A whole chicken is a great staple ingredient for weekly meal prep or a dinner that provides leftovers for later. But how do you turn that whole chicken into manageable parts? While it may seem intimidating, cutting up the bird is quick and easy when you know what to hold and where to put the knife. Here are the simple six steps to cut up a whole chicken at home. Watch the video for a visual guide.
How to Cut Up a Whole Chicken
1. Place the chicken breast-side up and cut each leg and thigh quarter from the body. Place your hand on the leg and pull it away from the body. With a chef's knife, place the blade where the thigh connect to the rest of the body. Cut straight down through the meat and thigh joint.
Tip: You're not cutting through the thigh bone. Your knife should make contact with the joint itself, where you should press down firmly until the thigh (and attached leg) easily releases from the rest of the chicken.
2. Separate the thigh and drumstick from each other by bend the two at the connecting joint (at the top of the drumstick) to pop the bones out of the joint. Then, just as before, press down through the joint — do not cut through the bone.

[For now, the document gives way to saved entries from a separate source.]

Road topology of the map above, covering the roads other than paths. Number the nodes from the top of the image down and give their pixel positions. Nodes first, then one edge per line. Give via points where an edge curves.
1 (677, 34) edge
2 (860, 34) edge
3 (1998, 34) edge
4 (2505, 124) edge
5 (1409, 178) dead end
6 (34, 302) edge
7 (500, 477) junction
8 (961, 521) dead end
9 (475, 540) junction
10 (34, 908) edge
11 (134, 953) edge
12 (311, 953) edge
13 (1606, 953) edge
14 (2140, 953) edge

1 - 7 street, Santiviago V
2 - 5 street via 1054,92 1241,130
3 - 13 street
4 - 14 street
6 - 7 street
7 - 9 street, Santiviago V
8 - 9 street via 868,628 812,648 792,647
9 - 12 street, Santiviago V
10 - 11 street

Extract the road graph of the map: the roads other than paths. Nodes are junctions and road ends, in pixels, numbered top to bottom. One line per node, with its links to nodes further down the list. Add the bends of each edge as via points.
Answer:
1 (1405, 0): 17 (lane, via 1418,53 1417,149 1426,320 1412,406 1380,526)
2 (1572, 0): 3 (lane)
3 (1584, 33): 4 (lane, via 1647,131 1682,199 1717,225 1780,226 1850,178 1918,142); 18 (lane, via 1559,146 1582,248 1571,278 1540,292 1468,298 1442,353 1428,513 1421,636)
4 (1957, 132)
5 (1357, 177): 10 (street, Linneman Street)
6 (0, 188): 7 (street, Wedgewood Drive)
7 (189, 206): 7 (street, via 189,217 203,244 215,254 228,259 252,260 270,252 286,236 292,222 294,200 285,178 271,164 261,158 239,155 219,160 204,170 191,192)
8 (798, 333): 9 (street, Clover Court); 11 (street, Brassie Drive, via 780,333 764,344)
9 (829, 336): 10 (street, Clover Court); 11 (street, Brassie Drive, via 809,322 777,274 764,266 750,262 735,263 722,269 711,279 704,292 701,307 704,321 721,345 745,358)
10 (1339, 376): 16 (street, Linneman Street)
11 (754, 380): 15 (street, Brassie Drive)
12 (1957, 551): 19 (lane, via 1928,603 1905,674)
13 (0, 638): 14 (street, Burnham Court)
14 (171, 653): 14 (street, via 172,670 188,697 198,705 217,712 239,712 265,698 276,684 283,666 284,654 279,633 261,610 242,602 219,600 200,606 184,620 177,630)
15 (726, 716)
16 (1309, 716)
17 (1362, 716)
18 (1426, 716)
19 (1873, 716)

3. Remove the wings. Grab a wing with your hand and bend it from the body so the bone pops from the joint. Place your knife on the joint and cut down until the wing release. You can leave the wings whole or separate.
Tip: To easily separate the wing drumstick from the wing flat, use kitchen shears.
4. If you want skinless chicken, use a sharp knife to separate the skin from the meat, and then peel it back.
5. Separate the backbone from the breast by standing the chicken vertically, bottom end up. Cut down along each side of the back bone and remove it.
Tip: Keep the back bone to make stock!
6. For boneless breasts, carefully cut the breast meat off the bone into two halves.